All children have difficulty paying attention, following directions, or being quiet from time to time, but for children with AD/HD, these behaviors occur more frequently and are more disturbing to the children and those around them.
To help your child's doctor and family doctors, the AAP recently released its first guidelines for the diagnosis and evaluation of AD/HD in children ages 6 to 12.
What Causes AD/HD?
AD/HD has biological origins that are not yet clearly defined. No one cause of AD/HD has been identified, but researchers have been looking at a number of possible genetic and environmental links. Research shows that some children may have a genetic predisposition toward AD/HD; it is most common in children who have close relatives with the disorder. Recent research also links smoking during pregnancy to later AD/HD in a child, and there is a strong possibility that other substance use may have the same effect.Although scientists are not sure whether this is a cause of the disorder, they have also found that certain areas of the brain (in the frontal lobes and basal ganglia) are about 5% to 10% smaller in size and activity in children with AD/HD.
Hyperactivity and poor impulse control can also occur in response to significant family stress. Children who have experienced a divorce, a move, a change in school, or other significant life event may display impulsive and overly active behavior, forgetfulness, and absentmindedness, which may be misdiagnosed as AD/HD. It is important to rule out these factors when considering a diagnosis of AD/HD.
Does It Coexist With Other Disorders?
An added difficulty in diagnosing AD/HD is that it often coexists with other problems. Nearly half of all children with AD/HD also have oppositional defiant disorder, which is characterized by stubbornness, outbursts of temper, and acts of defiance.Mood disorders, such as depression, are commonly seen in children with AD/HD. Some children may have depression as a result of having AD/HD. They feel inept, socially isolated, and frustrated by school failures. A little extra help in social and academic areas can go a long way in helping to alleviate this type of depression.
Other children may have a mood disorder that exists independently of AD/HD, which may require additional psychotherapy or medication.

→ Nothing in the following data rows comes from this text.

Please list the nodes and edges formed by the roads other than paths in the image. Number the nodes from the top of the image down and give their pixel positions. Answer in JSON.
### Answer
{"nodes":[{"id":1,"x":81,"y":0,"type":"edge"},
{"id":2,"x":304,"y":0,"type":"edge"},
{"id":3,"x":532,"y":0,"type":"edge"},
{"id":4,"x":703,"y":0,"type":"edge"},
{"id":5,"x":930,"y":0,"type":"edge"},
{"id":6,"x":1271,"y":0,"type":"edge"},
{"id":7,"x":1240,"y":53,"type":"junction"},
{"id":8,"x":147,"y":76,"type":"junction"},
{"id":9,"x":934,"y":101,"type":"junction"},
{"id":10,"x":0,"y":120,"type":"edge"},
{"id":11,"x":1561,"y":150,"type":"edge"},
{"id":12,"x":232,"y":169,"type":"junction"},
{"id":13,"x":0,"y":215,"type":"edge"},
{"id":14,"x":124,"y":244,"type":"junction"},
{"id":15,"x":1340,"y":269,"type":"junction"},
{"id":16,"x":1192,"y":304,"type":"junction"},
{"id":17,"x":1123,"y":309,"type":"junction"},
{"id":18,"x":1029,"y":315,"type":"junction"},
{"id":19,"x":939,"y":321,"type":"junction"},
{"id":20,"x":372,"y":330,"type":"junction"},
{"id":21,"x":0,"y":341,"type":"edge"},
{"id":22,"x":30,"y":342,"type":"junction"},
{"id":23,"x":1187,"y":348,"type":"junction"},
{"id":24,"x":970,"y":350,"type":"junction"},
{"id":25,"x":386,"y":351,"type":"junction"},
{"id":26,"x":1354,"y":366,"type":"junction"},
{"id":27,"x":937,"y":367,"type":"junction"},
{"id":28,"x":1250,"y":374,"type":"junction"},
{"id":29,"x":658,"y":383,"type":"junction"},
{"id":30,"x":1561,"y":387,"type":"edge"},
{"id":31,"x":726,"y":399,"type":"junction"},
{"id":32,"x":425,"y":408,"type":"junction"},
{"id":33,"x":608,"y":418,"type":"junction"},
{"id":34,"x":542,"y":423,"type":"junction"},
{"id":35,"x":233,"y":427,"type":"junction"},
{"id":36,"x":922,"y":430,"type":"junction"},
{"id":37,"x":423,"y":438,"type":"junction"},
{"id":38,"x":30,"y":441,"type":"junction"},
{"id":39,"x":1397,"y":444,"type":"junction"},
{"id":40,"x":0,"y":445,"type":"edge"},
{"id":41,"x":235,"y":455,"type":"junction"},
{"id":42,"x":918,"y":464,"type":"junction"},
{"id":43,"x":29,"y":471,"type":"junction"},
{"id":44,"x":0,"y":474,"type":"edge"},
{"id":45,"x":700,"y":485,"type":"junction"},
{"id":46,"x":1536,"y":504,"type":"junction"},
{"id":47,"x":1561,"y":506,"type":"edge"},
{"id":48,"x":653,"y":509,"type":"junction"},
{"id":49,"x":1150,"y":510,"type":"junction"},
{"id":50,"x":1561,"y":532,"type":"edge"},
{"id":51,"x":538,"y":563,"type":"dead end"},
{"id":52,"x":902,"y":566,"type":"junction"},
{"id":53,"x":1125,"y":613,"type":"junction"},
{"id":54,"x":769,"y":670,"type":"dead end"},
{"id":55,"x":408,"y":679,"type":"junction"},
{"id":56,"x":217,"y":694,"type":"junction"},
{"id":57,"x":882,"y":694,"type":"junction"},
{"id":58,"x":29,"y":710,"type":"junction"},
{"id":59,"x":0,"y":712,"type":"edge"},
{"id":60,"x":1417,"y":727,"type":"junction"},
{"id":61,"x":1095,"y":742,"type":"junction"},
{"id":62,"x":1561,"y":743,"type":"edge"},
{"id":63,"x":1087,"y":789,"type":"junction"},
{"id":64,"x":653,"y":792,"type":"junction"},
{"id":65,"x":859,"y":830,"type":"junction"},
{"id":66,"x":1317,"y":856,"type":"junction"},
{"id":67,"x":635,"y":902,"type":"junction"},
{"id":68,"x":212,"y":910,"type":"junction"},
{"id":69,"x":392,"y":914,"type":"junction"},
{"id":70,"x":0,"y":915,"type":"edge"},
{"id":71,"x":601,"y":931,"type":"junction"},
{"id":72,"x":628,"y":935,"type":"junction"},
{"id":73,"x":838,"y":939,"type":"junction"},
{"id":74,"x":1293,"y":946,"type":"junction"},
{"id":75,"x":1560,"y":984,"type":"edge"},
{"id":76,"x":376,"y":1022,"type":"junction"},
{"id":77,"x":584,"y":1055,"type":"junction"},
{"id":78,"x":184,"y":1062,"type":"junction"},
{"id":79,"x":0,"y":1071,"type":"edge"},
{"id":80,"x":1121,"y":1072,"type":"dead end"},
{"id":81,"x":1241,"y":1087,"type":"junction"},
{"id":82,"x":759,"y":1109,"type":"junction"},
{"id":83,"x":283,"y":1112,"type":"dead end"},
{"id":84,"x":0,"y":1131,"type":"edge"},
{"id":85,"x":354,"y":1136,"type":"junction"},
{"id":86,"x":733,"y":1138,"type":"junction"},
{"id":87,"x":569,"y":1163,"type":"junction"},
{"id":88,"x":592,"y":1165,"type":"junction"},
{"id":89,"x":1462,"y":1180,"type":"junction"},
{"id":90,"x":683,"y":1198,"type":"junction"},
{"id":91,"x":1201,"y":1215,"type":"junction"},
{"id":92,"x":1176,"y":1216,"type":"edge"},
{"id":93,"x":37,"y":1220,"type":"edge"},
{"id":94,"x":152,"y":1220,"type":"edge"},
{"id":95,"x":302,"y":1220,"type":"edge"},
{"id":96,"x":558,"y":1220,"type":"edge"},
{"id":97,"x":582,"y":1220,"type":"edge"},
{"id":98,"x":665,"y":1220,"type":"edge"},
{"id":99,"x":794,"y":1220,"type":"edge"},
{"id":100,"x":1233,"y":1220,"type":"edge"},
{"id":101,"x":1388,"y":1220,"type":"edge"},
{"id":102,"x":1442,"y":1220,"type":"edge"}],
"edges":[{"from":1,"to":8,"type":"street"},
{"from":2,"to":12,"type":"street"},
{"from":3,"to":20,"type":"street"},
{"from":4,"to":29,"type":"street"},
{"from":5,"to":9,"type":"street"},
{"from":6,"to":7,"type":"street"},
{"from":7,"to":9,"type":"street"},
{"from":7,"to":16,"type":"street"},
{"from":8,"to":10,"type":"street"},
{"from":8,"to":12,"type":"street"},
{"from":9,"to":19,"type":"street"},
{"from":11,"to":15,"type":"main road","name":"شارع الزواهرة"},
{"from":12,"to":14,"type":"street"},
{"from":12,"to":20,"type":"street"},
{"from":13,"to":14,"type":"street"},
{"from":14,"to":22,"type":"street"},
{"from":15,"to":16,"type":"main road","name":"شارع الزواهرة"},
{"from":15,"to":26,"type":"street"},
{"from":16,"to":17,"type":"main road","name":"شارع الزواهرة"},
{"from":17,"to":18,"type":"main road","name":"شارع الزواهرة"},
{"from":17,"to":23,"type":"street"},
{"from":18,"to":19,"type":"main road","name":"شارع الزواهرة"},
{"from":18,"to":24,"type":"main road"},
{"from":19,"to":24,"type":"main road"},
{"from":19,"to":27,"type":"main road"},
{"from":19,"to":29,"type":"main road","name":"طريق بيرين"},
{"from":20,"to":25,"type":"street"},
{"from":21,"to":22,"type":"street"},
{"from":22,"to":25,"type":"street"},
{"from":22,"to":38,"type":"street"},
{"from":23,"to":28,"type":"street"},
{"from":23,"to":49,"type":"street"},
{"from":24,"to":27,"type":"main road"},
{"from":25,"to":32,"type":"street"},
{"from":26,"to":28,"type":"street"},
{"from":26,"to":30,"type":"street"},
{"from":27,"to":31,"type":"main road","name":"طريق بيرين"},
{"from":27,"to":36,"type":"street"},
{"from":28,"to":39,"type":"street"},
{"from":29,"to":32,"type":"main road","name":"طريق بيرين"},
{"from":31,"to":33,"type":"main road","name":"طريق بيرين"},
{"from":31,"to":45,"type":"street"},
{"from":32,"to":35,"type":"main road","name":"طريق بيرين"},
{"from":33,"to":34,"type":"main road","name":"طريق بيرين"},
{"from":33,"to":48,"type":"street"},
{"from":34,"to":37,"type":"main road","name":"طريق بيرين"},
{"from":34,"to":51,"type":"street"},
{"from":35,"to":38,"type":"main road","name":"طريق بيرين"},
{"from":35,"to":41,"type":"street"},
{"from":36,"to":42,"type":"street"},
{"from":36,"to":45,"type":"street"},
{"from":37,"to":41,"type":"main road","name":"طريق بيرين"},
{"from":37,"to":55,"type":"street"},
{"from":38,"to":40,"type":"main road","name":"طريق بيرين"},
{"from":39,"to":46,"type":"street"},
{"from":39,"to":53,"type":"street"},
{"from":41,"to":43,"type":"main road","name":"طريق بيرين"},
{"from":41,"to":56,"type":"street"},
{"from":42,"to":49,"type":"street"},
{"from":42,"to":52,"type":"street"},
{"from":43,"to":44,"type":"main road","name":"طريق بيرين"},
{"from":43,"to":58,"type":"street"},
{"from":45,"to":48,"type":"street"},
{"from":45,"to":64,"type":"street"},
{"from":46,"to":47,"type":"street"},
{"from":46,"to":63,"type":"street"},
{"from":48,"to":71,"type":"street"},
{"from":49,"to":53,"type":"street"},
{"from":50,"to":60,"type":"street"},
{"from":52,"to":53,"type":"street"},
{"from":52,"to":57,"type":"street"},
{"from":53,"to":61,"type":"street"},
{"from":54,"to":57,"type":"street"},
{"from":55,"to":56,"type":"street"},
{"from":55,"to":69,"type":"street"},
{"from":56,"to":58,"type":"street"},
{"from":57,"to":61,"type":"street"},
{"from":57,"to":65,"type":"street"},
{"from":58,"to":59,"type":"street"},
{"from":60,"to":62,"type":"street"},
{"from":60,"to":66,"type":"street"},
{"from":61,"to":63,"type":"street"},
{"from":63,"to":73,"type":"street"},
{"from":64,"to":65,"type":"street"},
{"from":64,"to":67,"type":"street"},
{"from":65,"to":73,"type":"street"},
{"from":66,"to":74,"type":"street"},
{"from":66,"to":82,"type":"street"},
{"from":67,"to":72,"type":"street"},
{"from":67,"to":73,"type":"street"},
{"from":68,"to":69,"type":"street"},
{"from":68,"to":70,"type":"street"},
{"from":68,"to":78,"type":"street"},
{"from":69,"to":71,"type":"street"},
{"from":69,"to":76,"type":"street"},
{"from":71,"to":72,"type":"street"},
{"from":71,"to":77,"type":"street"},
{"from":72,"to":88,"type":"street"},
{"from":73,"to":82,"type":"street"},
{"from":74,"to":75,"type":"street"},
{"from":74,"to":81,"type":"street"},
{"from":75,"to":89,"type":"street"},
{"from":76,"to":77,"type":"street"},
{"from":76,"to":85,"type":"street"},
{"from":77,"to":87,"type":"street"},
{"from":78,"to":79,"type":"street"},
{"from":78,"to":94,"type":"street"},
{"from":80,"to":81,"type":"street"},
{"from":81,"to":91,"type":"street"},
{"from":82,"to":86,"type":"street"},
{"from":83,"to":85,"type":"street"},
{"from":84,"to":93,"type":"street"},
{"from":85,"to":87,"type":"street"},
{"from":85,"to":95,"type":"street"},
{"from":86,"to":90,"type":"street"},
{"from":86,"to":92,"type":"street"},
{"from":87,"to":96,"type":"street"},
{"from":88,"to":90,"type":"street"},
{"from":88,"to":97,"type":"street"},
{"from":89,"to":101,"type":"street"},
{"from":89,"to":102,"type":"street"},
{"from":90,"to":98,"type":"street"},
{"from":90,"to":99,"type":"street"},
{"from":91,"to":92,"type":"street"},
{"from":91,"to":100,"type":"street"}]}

Many children with AD/HD also have a specific learning disability, which means that they might have trouble mastering language or other skills, such as math, reading, or handwriting. The most common learning problems are with reading and handwriting. Although AD/HD is not categorized as a learning disability, its interference with concentration and attention can make it even more difficult for a child to perform well in school.